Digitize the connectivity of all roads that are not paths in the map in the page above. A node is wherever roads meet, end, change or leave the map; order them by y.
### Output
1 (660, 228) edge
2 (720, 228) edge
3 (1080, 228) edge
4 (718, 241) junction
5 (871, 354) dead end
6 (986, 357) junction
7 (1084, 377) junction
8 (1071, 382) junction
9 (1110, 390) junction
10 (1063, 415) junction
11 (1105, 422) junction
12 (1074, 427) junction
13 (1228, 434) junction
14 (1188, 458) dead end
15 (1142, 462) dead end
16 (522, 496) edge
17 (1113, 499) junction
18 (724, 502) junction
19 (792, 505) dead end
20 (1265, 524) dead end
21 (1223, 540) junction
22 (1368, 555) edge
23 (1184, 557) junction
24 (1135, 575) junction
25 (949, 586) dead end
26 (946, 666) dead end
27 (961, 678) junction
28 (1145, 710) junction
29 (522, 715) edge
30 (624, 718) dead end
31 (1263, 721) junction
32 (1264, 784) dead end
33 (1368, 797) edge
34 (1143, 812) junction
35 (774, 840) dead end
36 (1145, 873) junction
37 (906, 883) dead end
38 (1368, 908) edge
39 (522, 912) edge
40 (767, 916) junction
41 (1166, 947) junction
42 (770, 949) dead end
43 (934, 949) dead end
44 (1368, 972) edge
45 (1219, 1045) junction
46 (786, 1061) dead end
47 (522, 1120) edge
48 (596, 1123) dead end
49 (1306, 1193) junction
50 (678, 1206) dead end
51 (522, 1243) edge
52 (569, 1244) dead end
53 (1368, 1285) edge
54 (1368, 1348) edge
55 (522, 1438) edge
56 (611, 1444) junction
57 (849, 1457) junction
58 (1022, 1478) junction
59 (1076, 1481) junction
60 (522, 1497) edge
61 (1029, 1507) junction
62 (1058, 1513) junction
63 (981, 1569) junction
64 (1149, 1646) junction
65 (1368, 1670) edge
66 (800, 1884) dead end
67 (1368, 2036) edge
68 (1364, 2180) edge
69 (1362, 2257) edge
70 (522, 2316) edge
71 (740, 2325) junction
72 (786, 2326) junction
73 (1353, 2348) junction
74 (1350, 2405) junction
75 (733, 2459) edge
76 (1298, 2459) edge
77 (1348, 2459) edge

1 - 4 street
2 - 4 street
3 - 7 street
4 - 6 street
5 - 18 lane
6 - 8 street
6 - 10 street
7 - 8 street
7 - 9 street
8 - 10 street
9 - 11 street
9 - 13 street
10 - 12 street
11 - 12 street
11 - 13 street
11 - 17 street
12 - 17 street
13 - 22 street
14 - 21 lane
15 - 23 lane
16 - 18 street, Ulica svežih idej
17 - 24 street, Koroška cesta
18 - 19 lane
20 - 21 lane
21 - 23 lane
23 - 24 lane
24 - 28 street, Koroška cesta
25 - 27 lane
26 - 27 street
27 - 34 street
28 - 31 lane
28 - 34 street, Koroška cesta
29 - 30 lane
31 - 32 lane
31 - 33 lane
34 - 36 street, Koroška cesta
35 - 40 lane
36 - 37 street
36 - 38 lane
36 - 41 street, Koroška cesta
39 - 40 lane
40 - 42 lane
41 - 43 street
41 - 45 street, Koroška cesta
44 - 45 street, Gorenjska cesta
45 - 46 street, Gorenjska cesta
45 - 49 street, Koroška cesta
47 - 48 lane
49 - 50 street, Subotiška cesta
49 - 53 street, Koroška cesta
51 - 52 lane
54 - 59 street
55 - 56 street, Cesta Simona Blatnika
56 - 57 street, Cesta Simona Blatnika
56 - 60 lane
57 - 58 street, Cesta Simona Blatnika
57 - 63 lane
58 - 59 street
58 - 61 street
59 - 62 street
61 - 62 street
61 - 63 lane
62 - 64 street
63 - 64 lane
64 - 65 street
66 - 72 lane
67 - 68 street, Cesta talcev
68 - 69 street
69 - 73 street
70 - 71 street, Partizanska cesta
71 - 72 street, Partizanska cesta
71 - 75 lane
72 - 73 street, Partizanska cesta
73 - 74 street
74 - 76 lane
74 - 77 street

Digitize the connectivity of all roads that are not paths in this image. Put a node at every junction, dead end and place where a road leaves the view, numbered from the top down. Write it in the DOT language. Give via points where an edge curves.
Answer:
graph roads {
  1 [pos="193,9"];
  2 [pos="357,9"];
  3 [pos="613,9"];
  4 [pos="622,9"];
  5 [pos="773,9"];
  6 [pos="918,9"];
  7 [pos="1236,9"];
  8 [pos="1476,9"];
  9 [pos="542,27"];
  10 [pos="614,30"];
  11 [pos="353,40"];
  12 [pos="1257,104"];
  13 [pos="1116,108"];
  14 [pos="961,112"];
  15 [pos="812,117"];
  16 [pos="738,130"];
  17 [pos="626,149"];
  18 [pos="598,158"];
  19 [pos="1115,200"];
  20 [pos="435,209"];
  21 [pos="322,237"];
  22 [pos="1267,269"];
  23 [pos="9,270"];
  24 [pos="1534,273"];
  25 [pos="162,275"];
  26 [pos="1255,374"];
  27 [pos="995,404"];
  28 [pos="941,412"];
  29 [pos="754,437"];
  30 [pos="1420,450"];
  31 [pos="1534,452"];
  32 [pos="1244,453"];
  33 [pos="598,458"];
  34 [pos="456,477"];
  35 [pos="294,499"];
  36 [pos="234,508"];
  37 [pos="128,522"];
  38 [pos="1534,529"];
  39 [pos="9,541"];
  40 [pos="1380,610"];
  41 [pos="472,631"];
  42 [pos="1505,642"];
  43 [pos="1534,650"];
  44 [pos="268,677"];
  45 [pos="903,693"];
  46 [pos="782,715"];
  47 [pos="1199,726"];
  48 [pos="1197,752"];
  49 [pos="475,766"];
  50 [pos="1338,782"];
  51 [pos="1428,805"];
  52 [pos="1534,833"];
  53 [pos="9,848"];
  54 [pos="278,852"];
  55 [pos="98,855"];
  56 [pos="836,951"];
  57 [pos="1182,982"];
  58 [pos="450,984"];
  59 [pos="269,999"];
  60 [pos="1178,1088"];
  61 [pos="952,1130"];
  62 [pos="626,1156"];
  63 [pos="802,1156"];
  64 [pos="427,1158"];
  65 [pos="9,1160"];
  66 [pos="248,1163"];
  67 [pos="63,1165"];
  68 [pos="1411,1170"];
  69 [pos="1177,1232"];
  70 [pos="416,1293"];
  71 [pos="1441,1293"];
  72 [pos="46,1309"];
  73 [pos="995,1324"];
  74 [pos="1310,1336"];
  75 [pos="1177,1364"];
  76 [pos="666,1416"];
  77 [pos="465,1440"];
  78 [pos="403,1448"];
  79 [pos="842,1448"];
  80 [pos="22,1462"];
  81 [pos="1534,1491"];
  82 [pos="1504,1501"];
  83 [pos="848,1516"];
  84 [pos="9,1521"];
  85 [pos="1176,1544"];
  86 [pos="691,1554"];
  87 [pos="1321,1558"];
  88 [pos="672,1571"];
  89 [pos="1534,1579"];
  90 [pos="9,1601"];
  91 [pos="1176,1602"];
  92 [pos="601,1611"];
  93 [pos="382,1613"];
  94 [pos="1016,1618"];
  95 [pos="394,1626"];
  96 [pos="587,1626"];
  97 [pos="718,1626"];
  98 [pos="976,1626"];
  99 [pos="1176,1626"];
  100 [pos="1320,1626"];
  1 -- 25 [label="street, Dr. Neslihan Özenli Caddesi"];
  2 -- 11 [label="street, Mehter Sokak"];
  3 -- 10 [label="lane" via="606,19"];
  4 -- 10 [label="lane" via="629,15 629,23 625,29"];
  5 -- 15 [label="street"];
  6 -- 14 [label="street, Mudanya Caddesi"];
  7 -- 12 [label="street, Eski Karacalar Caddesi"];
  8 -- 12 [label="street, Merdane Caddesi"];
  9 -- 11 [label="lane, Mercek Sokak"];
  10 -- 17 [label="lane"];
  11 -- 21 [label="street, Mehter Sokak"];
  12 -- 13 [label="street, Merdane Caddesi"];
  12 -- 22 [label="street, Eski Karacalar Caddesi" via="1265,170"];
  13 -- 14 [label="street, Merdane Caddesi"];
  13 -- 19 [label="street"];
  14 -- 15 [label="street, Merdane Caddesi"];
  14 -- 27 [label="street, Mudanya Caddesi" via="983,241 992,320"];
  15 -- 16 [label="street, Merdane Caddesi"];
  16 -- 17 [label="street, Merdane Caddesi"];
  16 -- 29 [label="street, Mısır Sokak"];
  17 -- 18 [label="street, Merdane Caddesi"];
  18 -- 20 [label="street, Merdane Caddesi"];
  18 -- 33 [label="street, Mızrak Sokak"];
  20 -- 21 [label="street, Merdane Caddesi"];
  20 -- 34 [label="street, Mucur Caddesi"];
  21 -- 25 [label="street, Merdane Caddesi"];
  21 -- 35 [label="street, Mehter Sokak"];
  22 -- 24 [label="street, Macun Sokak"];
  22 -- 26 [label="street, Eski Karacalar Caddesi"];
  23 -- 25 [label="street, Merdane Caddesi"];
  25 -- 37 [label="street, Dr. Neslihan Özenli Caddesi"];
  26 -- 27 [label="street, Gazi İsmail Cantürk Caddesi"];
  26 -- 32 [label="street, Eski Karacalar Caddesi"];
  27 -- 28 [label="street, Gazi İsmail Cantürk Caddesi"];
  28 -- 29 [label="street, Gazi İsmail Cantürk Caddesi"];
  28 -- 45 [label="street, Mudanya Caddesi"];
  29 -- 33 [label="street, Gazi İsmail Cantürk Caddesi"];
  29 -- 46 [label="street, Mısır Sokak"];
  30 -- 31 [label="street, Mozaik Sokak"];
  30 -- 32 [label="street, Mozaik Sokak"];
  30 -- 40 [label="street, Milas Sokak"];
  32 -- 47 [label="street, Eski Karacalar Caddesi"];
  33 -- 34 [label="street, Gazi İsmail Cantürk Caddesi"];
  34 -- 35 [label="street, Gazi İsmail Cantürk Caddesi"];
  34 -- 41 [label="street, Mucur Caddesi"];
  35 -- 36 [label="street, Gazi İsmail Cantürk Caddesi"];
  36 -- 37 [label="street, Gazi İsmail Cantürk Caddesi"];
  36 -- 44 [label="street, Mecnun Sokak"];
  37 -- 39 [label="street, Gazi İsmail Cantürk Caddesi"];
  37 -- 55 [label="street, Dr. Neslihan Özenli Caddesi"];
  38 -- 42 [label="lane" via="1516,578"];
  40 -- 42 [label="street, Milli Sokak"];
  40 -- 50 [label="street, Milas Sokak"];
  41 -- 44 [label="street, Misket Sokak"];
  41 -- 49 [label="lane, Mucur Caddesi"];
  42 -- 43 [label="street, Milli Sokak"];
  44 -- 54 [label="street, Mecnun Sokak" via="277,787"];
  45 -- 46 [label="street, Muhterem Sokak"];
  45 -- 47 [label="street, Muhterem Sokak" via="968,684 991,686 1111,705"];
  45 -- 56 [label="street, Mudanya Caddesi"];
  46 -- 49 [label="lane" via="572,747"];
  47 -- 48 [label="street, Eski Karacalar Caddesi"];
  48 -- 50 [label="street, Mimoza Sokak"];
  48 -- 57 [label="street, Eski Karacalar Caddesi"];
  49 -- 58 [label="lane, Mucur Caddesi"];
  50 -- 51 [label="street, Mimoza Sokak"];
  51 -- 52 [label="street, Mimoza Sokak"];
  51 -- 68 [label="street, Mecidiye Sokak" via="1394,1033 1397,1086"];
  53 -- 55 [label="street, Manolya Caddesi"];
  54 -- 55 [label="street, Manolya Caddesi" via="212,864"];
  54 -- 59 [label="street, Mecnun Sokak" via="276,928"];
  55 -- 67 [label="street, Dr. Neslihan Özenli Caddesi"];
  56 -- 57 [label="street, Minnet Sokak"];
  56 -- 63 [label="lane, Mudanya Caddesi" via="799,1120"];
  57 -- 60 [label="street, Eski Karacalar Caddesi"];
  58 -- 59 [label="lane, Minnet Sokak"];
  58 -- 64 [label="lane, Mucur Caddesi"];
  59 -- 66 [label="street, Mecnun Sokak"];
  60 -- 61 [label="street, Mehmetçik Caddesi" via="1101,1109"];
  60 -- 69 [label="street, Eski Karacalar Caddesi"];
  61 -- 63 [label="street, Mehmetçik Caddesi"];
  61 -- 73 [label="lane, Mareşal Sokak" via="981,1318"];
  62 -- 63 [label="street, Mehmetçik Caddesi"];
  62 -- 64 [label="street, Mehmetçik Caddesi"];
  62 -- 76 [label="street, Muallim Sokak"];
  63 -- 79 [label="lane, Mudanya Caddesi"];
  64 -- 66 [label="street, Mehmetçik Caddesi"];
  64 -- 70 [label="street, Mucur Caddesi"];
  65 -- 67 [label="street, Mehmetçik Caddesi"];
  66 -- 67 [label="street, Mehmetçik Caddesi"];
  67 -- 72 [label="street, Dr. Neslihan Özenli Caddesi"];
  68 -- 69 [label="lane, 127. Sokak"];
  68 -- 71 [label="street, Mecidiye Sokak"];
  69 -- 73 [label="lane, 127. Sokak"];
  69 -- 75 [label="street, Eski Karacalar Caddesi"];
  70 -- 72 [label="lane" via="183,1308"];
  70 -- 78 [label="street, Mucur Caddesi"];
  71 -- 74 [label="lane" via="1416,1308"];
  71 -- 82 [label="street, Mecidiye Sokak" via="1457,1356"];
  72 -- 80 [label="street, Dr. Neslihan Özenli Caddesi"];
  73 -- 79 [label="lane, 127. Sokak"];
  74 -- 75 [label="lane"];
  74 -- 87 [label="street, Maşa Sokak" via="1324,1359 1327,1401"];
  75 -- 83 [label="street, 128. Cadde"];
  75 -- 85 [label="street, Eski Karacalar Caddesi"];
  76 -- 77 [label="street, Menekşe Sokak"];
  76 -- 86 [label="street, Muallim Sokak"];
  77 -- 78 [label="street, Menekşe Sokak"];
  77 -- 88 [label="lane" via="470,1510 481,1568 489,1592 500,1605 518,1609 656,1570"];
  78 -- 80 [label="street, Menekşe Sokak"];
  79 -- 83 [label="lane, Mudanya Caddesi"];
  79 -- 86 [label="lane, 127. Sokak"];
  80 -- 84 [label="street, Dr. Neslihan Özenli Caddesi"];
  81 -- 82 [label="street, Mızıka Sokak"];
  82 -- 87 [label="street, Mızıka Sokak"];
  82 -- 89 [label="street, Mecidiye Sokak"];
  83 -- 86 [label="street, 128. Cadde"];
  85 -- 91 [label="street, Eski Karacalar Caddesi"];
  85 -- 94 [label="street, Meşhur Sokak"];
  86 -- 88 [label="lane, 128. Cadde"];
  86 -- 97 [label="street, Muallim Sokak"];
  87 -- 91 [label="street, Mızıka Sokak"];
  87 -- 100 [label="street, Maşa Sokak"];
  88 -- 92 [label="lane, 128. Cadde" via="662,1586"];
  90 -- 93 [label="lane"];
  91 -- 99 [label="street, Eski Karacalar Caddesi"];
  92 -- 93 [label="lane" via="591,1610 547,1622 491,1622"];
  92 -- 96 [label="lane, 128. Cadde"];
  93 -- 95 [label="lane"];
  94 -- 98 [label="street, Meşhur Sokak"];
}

========================================

» **Work to be completed**
Reproduce each line from the listing above that includes the word "roads".

» **Completed task**
Digitize the connectivity of all roads that are not paths in the map in the page above. A node is wherever roads meet, end, change or leave the map; order them by y.
Digitize the connectivity of all roads that are not paths in this image. Put a node at every junction, dead end and place where a road leaves the view, numbered from the top down. Write it in the DOT language. Give via points where an edge curves.
graph roads {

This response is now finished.